Discussions about unifying taxation of multinational corporations have been going on for years. But, now more than ever in an interconnected digital economy, some of the billion-dollar profits belong to the people.
Everyone knows that life isn't fair. One of the best examples of this is tax season. For individuals, it is usually a time of paperwork, worry and paying what is owed. Most taxpayers work in one place and simply file taxes there.
For big companies, it is also a time of paperwork and worry. Unlike most people though, companies often work in a number of places, can scramble to move money and profits overseas and look for tax breaks in the hope that they don't owe anything. In many cases, they get away with it. Loopholes have let many US companies avoid a lot of taxes for the past 40 years. Around the world, corporate tax rates have been dropping for years.
Creating a universal protocol to stop companies from looking for a good tax jurisdiction is not a new idea. In response to recent pressure for a digital service tax on Big Tech companies like Google and Facebook that sell goods and services around the globe, the OECD has been trying to reach a deal on how and where to tax them.
These talks have included the option of an international minimum tax for companies. So far, they have not been able to come to an agreement and a big push is needed.
The coronavirus pandemic has brought the world to a crossroads, and the global economy has been on a roller-coaster ride for the past year. Millions have lost their jobs, been laid off or had to close their businesses permanently. Millions are headed toward poverty. Governments are desperate for cash. So headlines that big multinationals like Nike and FedEx are avoiding federal income tax on big profits are not going down well — and they shouldn't.
Like clockwork, companies will put out reassuring statements saying they "comply with all state, federal and international rules." Just because rebates, deductions or exemptions are legal, it doesn't make them right, especially at a time of enormous human suffering and historic worldwide debt.
In the United States, looking for cash to fill giant COVID-induced holes, the Biden administration has just announced that it will increase US corporate tax from 21% to 28%. On top of that it vowed to create a national minimum tax to cut down on those who pay nothing. This is a welcome change. Now it must be enforced. Tax authorities need to be given proper financing and manpower.

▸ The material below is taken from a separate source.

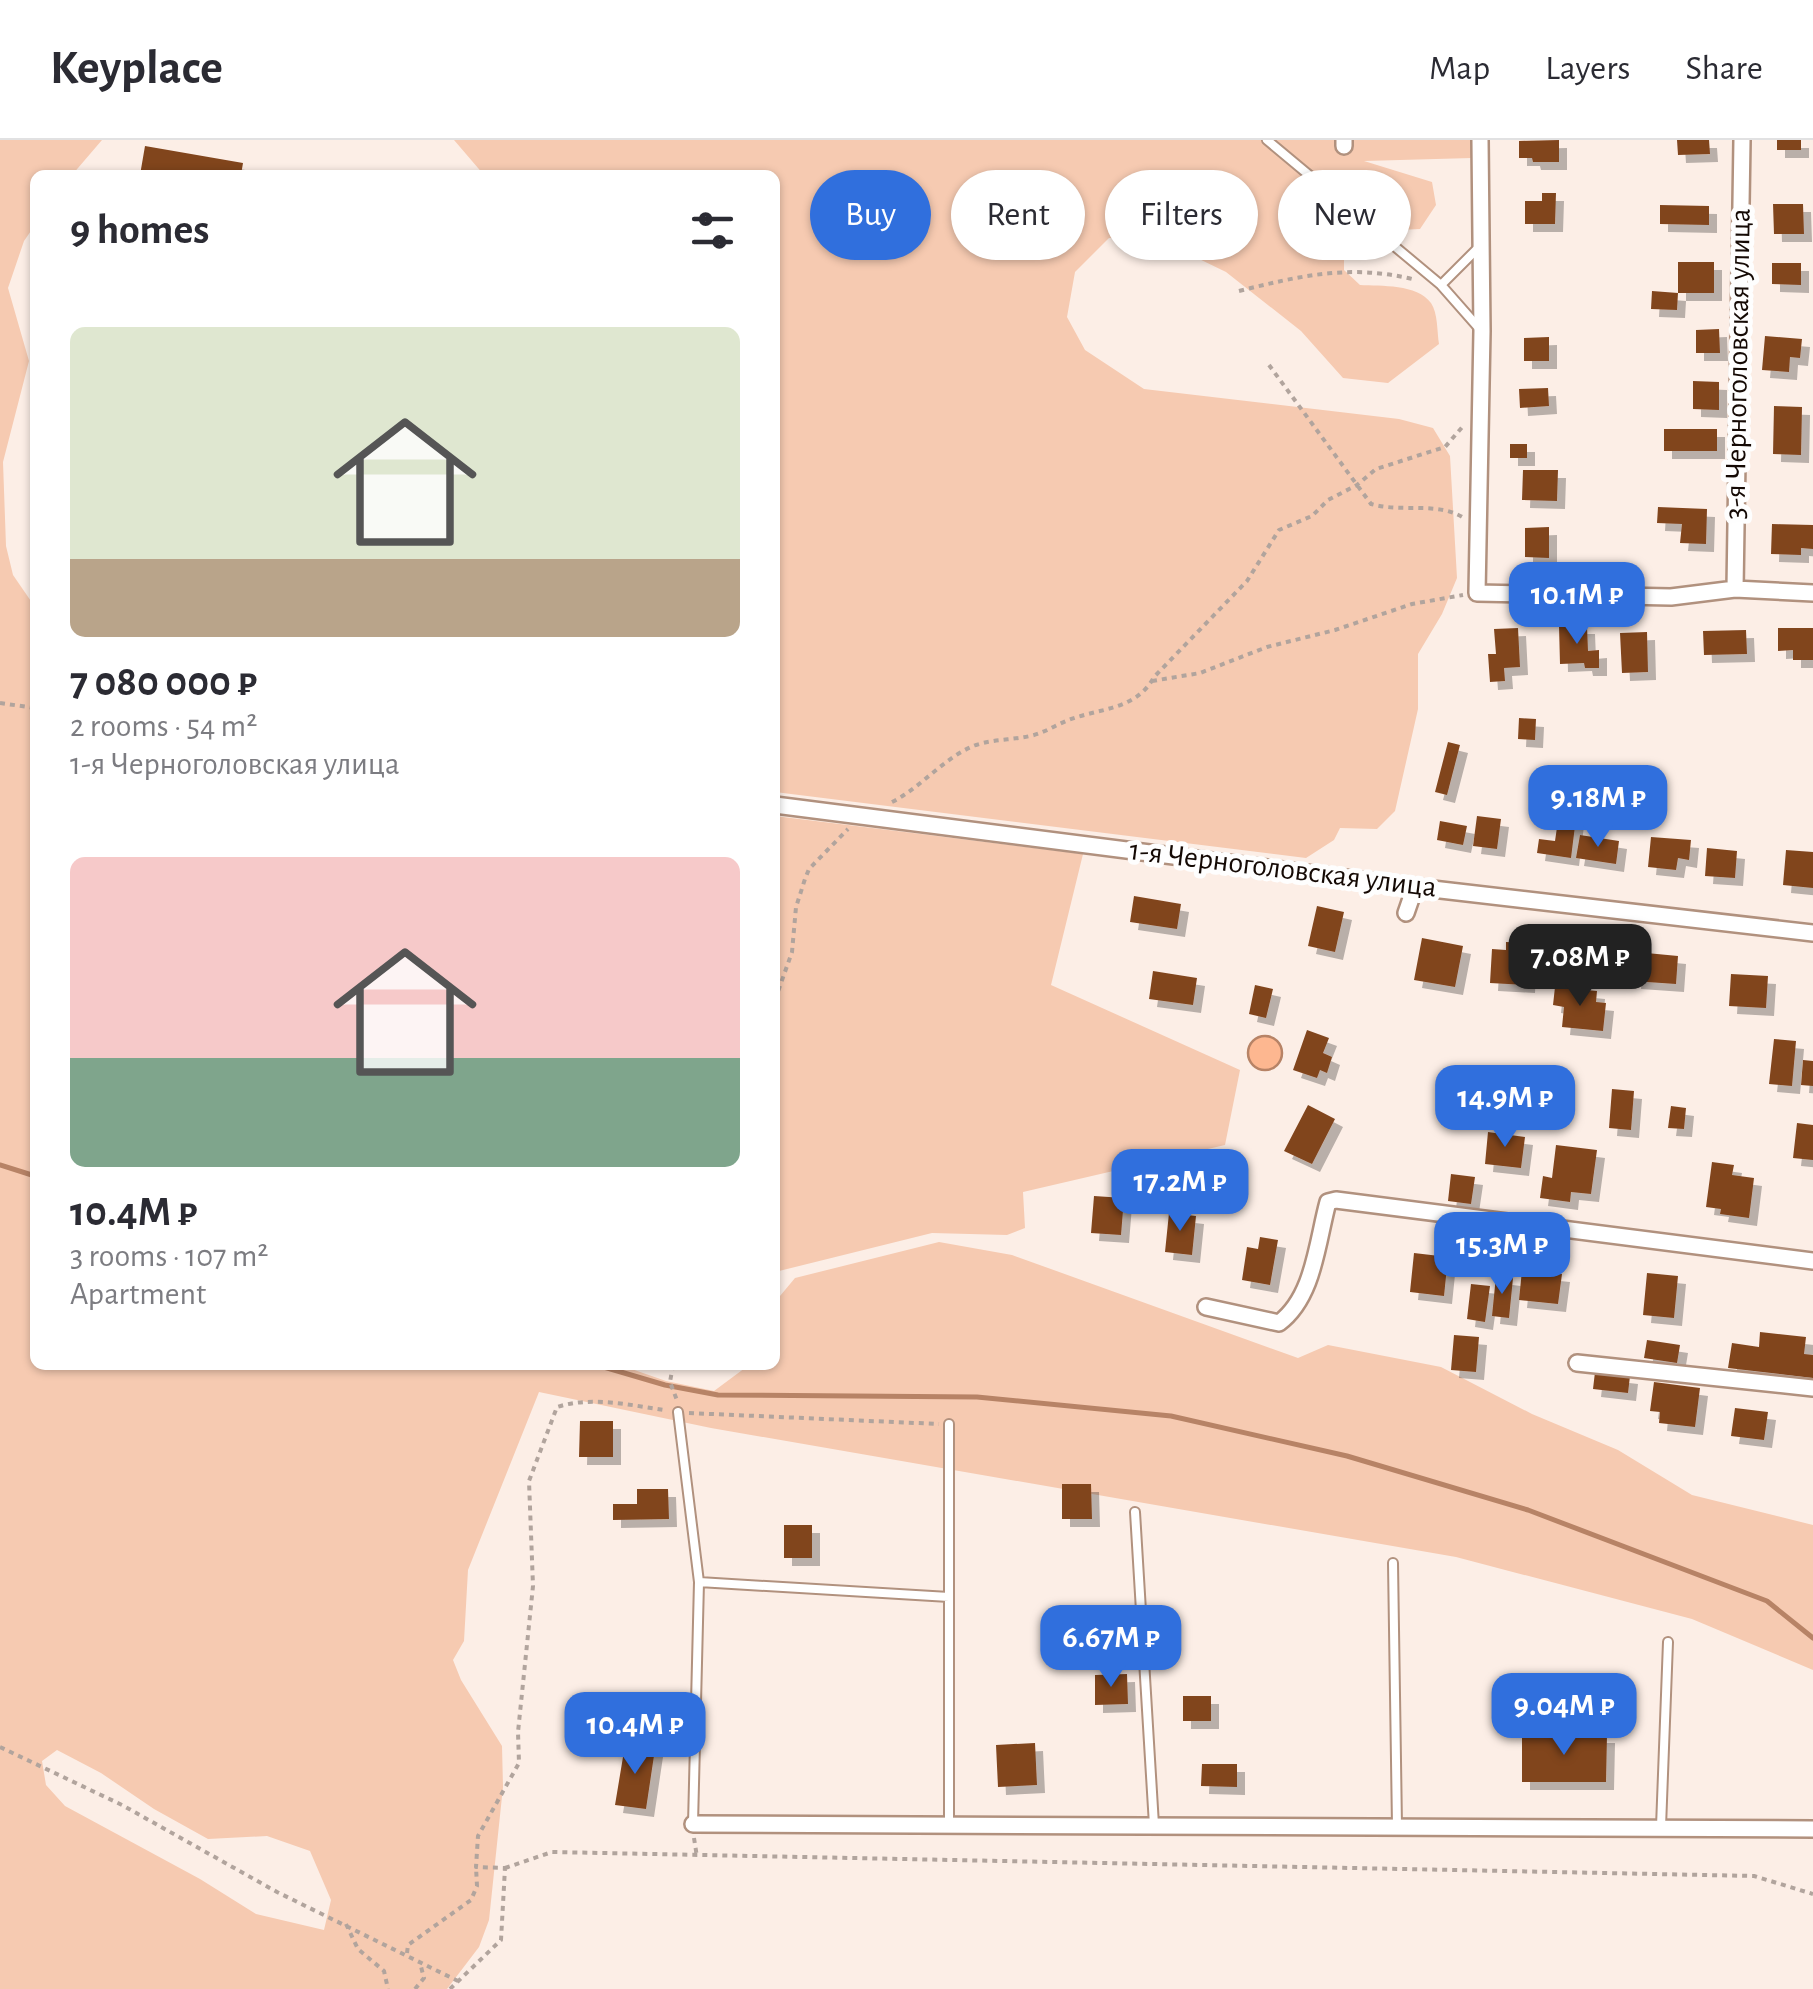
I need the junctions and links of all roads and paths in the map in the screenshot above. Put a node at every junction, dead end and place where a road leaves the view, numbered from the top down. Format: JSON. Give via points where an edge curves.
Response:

Yet corporate tax avoidance is a much wider problem, and on Monday (April 5) US Treasury Secretary Janet Yellen signaled that she was fed up with drawn-out talks. She would take things into her own hands and bring in her G20 colleagues to find a solution.
"We must also get out of the 30-year race to the bottom on corporate tax rates," she wrote on Twitter. She is right. Not only will the US raise revenue by taking on their own companies, the plan is to push for a global minimum tax to stop other companies from going to offshore countries in search of lower taxes.
No matter where companies claim to be headquartered, they will pay. She means countries like Ireland and tax havens in the Caribbean and Europe. She also means American Big Tech companies that send "royalties" around the world, regardless of where they actually make the money.
It will be a tough slog for the US, and Yellen knows that America cannot do it alone. Cleaning up the US tax code will be a sign of credibility and goodwill to others. It is a good first step at the very least.
Forcing other counties to give up their competitive edge by raising tax rates will not be easy. The US will have a lot of convincing to do. If peer pressure doesn't work, reluctant countries could be locked out of doing business in America, or kept out of the American banking system and using US dollars to do business.
Not surprisingly, businesses have complained about current poor growth and pandemic fatigue. According to them, it is not the right time to change the rules. Both a minimum tax at home and a global version could force them to pay more than foreign companies. A quick look into the tax ledgers from the past shows that companies have so far adapted well.
Even if taxes would be higher for US-based companies, it could be seen as a cost of doing business in the world's biggest economy. A cost that most companies would surely be happy to pay in the end.
Poorer countries could also benefit by not having to offer low tax rates to attract business. A common global standard would help fill their meager government coffers. Even for rich countries, the added, steady tax income would be welcome right now.
Yet, for any international regulation to work, most countries in the world will need to sign up and start enforcement at the same time. One bad apple could ruin the pie. We are still at the beginning of long negotiations, and the US must take the lead. It will be an uphill battle — most difficult will be setting an acceptable tax rate. Nonetheless, creating a level playing field is a battle worth fighting. One that may make life a bit fairer for everyone.